■ What needs to be done ■
Across all the records, filter for lines with the word "stream" and copy them.

(Dataset entries)
BEGIN

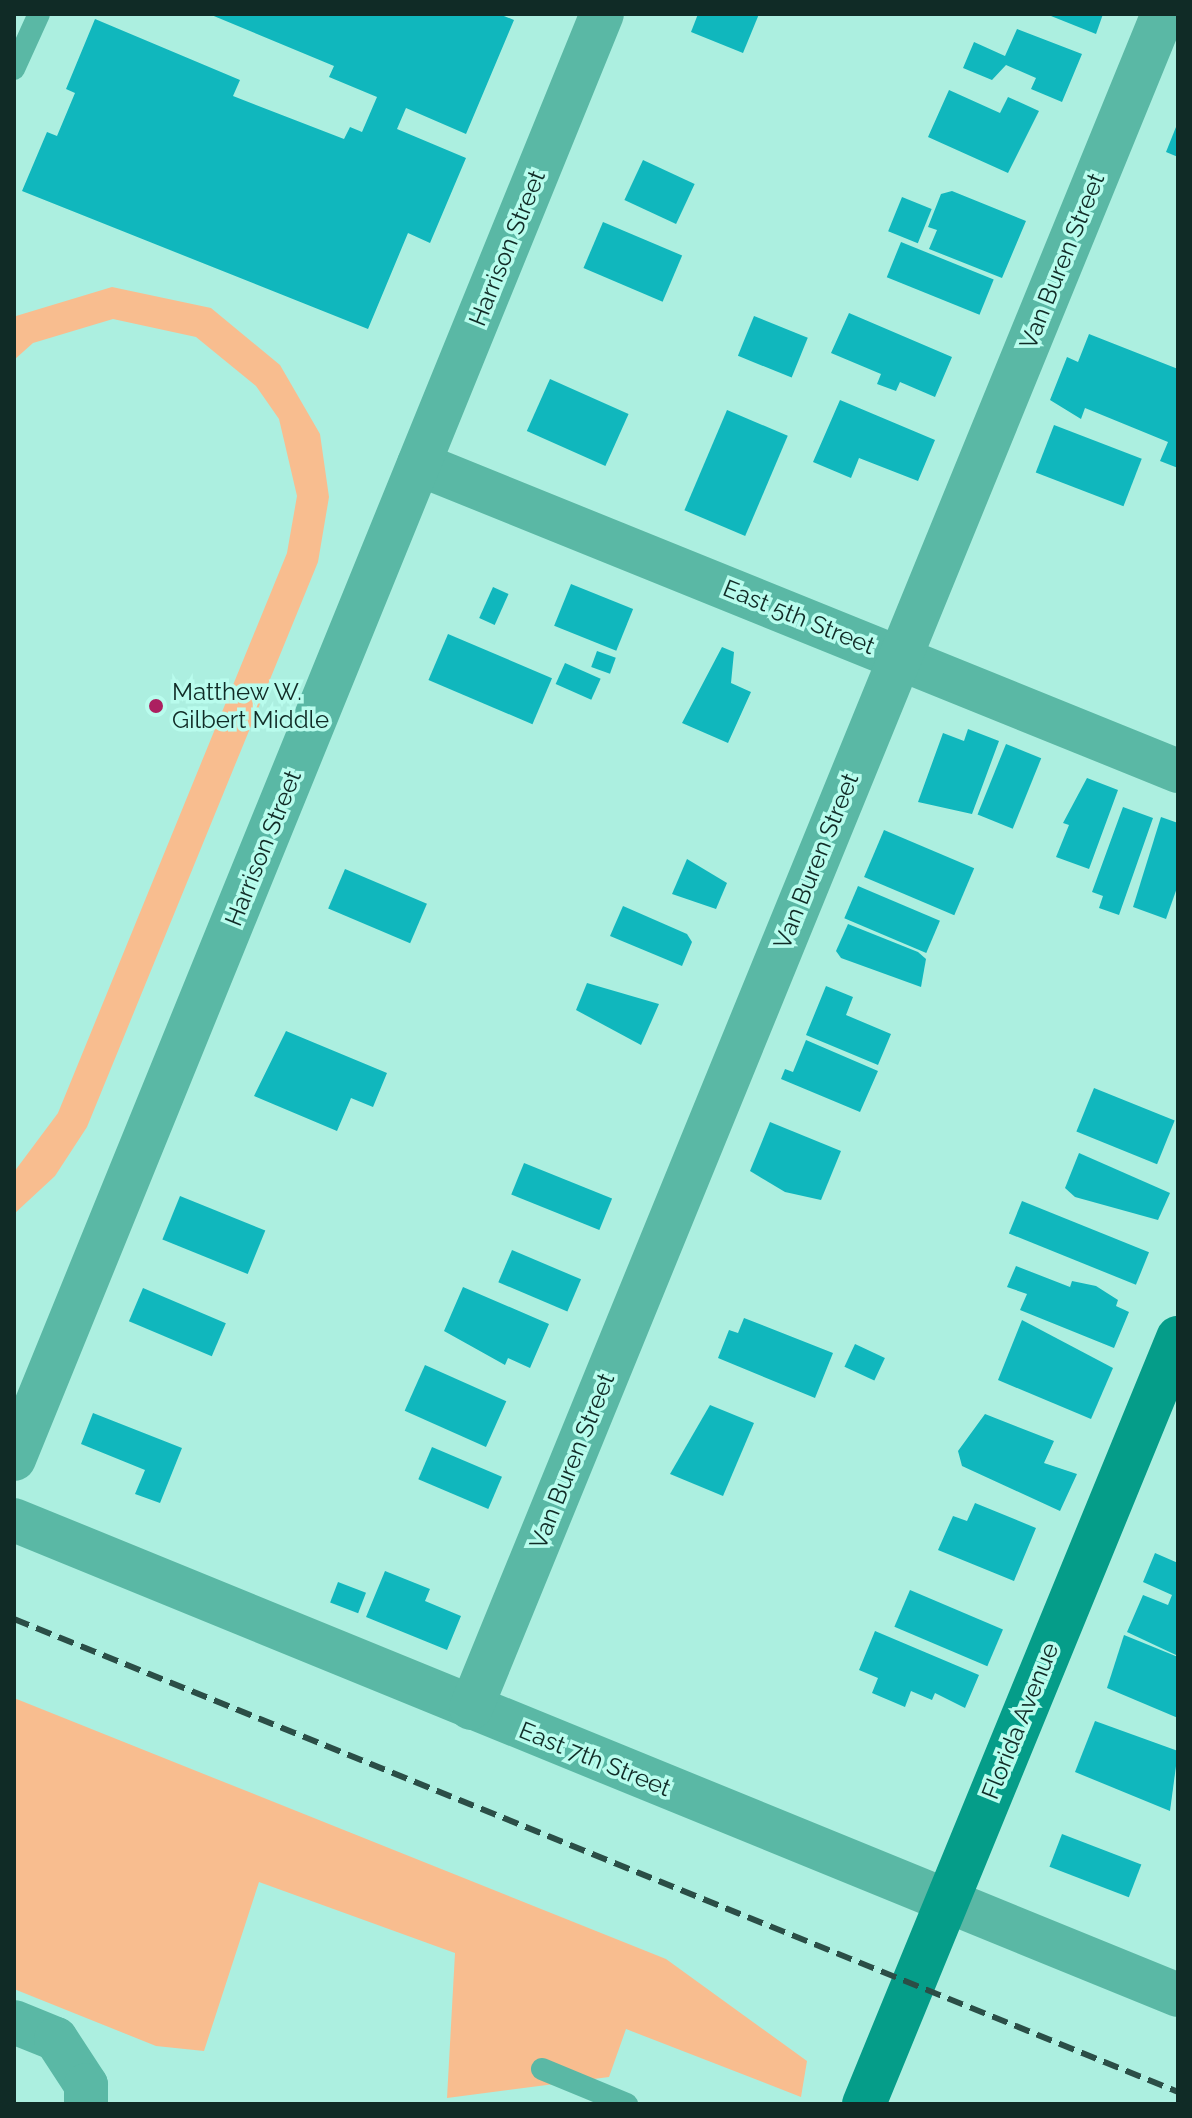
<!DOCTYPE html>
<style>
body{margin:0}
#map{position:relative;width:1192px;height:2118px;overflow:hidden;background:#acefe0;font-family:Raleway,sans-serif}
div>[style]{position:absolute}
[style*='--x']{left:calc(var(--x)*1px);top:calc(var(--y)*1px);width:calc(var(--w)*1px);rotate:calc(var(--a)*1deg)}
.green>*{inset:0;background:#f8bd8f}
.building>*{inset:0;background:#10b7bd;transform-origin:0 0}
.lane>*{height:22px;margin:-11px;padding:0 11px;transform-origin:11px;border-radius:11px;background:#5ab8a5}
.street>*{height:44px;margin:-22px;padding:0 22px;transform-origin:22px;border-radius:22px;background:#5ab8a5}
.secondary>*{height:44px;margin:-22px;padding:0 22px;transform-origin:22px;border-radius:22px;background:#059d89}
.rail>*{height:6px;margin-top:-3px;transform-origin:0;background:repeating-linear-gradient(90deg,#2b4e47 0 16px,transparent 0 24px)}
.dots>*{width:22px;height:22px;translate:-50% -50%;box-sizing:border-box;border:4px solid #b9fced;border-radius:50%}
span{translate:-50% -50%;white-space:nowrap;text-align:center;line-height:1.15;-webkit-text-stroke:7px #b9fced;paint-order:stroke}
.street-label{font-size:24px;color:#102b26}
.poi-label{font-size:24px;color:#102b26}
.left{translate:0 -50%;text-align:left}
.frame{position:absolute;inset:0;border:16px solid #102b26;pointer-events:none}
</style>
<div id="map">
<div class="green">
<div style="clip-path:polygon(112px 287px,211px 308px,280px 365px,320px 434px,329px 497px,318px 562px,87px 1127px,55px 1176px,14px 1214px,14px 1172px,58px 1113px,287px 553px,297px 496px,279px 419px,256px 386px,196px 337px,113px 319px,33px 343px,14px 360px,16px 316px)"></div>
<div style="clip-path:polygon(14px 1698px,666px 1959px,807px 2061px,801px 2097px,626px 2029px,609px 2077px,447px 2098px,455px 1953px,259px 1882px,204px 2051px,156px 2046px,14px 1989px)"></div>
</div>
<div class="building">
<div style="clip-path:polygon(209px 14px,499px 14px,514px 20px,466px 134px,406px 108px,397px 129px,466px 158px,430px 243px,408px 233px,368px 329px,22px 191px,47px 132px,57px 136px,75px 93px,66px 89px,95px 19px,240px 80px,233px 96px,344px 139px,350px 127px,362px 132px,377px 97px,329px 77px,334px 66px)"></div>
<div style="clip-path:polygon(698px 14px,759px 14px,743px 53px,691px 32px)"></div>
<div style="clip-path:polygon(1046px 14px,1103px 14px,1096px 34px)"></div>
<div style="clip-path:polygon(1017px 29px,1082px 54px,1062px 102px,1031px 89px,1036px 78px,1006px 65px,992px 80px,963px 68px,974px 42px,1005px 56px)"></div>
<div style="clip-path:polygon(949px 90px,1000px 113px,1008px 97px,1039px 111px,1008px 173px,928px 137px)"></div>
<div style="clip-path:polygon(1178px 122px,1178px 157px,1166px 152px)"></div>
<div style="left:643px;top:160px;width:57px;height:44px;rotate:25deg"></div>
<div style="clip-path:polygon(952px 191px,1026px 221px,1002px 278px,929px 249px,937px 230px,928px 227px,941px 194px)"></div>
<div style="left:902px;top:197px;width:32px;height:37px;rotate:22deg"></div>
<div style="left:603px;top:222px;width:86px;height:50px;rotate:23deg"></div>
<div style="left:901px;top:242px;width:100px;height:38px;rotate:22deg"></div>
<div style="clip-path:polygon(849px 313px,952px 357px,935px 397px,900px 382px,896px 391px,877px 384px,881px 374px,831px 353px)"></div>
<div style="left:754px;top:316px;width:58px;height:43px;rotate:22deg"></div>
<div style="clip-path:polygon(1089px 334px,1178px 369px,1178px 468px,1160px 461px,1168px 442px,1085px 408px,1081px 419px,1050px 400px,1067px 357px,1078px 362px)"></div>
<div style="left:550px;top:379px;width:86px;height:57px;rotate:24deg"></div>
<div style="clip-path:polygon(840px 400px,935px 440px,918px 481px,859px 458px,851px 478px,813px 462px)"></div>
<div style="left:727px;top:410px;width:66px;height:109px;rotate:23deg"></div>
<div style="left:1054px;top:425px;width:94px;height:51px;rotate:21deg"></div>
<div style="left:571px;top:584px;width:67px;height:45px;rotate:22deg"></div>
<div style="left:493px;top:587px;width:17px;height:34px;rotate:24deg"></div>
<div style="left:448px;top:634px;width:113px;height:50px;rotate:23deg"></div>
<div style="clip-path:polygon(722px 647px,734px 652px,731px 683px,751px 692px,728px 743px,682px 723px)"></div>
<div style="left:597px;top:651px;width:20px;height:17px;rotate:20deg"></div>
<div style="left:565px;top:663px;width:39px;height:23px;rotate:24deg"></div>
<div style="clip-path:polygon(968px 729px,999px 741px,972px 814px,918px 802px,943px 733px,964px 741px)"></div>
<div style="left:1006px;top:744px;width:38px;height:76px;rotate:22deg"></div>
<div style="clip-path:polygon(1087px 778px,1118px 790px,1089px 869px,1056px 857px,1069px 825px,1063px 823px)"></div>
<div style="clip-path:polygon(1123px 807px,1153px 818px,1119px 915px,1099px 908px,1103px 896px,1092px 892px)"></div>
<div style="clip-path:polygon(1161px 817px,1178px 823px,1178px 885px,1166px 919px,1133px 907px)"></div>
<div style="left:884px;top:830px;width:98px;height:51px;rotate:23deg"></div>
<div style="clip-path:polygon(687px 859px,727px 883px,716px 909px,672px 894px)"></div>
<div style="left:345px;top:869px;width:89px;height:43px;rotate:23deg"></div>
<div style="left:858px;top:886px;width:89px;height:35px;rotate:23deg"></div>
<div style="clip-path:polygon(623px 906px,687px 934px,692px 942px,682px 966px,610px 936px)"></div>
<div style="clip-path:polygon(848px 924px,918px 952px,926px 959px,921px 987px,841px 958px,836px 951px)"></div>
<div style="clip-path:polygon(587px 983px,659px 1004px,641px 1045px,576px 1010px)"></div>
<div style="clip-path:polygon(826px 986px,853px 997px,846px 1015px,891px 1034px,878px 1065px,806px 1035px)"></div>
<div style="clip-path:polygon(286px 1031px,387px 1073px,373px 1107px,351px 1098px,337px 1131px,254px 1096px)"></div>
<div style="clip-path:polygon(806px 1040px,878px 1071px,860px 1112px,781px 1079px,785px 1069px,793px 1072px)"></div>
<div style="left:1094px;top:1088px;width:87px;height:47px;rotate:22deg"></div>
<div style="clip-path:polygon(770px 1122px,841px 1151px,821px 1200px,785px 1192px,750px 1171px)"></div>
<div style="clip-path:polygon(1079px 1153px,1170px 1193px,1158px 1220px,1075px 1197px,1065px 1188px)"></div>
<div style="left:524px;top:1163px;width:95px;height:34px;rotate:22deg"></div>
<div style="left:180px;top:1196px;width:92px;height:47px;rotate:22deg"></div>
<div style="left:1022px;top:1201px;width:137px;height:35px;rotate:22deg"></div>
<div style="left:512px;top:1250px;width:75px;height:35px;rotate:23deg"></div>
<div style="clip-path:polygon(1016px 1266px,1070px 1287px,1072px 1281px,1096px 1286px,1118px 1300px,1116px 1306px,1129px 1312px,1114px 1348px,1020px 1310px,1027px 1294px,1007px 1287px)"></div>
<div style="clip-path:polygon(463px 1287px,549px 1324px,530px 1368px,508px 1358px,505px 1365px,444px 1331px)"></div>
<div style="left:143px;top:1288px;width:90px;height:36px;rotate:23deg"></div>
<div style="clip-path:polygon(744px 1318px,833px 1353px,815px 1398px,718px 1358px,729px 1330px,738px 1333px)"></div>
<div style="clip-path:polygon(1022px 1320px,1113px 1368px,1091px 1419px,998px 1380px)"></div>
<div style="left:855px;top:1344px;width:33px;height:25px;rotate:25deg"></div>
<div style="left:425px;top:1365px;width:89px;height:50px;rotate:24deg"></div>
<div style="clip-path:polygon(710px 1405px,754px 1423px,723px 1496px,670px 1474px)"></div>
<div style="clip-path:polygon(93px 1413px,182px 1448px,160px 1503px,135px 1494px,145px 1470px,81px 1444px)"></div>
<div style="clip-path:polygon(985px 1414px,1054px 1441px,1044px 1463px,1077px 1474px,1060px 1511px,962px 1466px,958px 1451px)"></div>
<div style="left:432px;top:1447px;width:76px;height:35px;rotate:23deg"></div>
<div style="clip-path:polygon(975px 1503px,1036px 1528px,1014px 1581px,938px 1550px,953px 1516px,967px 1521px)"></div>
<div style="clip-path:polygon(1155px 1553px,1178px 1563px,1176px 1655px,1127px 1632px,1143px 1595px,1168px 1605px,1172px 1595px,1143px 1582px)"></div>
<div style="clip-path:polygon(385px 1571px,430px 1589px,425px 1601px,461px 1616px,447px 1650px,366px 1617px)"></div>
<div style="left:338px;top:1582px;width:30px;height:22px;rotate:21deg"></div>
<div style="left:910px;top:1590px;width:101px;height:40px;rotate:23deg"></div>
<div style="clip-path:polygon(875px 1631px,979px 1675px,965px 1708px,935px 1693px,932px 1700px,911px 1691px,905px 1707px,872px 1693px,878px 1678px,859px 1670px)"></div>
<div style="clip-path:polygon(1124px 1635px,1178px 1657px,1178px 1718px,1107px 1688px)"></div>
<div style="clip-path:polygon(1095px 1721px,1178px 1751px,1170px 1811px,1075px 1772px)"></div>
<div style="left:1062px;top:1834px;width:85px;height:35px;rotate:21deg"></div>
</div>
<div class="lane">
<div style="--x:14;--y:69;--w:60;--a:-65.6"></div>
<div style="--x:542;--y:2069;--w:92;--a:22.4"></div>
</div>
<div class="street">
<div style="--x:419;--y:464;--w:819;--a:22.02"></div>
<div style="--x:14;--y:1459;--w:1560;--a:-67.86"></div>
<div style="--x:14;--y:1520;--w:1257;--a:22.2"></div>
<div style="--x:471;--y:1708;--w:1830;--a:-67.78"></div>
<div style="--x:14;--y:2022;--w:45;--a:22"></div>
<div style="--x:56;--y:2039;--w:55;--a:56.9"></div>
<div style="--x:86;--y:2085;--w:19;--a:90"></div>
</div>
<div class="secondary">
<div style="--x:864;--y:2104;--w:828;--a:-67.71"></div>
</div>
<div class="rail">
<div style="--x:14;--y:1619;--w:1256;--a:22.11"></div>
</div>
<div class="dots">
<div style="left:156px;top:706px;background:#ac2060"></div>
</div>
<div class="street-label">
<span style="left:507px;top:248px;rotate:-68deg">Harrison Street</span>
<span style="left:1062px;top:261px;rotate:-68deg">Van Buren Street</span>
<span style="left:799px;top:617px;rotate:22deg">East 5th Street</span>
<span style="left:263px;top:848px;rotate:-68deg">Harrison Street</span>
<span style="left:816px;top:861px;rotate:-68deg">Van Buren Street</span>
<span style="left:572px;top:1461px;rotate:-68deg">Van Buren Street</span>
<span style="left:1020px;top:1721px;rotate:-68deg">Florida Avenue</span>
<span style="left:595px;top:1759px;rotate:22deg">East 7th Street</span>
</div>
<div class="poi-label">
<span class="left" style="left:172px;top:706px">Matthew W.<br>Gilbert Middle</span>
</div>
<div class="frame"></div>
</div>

END
BEGIN

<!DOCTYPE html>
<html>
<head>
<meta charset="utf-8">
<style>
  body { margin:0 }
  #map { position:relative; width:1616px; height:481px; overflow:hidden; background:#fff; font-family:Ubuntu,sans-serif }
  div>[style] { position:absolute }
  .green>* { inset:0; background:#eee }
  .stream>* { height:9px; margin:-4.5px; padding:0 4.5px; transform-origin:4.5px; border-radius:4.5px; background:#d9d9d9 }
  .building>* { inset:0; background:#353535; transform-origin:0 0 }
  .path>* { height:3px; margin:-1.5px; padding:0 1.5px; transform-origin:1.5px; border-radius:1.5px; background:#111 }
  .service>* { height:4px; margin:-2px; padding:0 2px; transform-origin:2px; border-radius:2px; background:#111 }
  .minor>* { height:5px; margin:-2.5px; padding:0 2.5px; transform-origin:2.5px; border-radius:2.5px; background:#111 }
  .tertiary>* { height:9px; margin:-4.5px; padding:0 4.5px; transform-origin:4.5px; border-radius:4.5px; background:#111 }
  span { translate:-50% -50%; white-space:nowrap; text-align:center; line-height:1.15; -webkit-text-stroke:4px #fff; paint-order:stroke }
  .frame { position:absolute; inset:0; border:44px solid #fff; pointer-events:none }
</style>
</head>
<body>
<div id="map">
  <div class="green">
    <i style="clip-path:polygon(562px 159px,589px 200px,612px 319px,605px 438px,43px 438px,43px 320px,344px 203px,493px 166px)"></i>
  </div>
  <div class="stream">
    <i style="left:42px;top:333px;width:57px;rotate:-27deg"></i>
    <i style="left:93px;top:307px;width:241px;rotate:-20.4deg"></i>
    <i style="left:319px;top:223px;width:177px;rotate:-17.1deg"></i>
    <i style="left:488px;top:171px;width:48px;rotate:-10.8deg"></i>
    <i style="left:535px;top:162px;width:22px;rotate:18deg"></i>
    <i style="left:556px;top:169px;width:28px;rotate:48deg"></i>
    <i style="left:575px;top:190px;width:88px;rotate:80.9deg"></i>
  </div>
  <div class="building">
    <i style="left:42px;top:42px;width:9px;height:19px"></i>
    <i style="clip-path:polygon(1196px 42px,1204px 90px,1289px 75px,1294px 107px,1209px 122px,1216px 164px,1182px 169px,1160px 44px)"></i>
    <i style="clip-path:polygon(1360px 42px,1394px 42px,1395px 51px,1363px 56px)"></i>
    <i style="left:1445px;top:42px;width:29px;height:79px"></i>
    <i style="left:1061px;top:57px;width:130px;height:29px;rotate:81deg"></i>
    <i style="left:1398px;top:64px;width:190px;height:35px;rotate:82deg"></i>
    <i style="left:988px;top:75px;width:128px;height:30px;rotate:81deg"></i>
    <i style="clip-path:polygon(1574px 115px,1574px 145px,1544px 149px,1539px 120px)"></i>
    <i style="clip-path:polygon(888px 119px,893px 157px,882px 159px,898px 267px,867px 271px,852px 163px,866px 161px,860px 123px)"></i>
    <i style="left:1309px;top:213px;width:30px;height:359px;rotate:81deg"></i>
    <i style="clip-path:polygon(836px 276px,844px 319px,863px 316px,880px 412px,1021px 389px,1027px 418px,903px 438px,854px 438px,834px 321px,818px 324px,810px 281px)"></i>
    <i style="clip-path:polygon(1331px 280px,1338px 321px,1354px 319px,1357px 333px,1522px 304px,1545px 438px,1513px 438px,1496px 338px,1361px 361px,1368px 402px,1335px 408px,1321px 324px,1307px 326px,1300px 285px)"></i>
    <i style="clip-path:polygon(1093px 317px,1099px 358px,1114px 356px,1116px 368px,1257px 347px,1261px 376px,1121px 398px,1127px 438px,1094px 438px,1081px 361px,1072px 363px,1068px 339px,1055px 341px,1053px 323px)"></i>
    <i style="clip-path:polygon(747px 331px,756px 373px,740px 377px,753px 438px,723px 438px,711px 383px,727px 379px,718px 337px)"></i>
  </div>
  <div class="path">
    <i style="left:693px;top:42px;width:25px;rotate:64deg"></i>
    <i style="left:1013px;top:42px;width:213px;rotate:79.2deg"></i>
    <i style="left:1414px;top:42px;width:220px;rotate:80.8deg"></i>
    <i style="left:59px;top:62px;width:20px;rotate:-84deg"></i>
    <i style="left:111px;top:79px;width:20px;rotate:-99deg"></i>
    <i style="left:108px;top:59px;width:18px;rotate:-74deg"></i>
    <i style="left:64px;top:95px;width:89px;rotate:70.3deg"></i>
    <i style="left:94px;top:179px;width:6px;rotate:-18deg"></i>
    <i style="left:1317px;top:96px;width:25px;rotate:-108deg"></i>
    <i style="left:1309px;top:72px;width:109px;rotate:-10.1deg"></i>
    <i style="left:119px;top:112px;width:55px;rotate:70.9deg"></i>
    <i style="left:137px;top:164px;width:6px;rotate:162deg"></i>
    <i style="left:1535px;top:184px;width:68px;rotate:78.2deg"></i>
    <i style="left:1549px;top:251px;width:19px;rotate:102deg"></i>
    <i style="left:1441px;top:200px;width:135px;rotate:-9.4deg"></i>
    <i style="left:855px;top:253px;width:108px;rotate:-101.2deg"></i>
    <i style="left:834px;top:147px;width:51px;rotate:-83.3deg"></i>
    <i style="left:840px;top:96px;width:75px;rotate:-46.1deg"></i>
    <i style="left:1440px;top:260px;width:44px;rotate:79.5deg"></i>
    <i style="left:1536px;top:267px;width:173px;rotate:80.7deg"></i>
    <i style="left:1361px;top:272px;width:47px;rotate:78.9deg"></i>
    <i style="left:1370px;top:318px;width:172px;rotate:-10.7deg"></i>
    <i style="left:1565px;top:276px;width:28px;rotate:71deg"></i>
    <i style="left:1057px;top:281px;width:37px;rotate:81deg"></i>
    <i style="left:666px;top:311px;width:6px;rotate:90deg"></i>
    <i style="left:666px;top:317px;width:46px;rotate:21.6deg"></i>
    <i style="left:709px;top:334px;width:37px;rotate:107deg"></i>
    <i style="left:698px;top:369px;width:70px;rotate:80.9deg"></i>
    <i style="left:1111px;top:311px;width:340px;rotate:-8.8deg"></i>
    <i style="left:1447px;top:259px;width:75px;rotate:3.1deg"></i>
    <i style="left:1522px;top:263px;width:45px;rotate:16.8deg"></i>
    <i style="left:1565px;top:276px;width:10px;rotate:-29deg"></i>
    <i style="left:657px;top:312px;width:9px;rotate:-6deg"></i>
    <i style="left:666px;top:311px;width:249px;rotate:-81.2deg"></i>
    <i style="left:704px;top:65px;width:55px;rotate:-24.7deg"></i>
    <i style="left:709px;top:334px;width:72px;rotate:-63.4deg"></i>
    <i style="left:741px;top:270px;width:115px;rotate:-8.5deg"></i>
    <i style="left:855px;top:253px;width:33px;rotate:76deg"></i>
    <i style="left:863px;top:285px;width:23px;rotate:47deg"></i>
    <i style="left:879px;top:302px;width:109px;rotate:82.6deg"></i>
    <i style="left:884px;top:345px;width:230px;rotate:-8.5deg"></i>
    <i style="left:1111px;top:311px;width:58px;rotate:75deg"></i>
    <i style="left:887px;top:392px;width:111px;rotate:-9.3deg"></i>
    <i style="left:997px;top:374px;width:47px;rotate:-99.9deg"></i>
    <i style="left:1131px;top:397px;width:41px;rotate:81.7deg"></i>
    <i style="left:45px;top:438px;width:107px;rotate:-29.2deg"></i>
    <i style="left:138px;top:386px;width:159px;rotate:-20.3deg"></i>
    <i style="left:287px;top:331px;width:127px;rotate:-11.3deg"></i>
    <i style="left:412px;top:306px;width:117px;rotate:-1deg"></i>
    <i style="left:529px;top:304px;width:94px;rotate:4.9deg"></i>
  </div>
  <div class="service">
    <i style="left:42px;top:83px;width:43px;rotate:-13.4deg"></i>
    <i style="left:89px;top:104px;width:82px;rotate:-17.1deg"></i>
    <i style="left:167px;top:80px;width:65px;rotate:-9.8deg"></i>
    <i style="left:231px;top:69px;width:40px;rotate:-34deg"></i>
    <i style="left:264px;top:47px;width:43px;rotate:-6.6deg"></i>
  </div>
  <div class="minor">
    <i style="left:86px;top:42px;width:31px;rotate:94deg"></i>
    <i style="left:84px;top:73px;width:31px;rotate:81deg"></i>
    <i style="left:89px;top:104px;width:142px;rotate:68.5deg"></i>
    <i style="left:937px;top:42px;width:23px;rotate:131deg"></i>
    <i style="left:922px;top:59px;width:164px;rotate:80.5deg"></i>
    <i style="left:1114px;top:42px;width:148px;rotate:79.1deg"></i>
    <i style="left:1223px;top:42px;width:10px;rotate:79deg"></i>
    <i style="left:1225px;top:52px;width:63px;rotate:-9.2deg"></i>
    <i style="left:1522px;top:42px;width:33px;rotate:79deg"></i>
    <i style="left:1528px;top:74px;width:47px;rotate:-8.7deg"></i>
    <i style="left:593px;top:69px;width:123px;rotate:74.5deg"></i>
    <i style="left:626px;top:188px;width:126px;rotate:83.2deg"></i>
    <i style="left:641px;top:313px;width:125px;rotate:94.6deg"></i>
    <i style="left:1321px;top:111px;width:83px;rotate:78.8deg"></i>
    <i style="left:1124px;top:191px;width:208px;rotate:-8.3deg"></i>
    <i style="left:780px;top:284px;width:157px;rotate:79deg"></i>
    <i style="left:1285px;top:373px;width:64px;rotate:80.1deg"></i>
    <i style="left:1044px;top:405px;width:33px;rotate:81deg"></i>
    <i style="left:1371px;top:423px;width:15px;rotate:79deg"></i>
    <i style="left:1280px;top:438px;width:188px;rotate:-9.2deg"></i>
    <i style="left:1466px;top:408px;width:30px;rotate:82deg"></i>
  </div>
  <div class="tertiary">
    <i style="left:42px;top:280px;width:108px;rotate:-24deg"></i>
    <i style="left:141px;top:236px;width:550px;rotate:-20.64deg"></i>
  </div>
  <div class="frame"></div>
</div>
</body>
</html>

END

■ Your response ■
  .stream>* { height:9px; margin:-4.5px; padding:0 4.5px; transform-origin:4.5px; border-radius:4.5px; background:#d9d9d9 }
  <div class="stream">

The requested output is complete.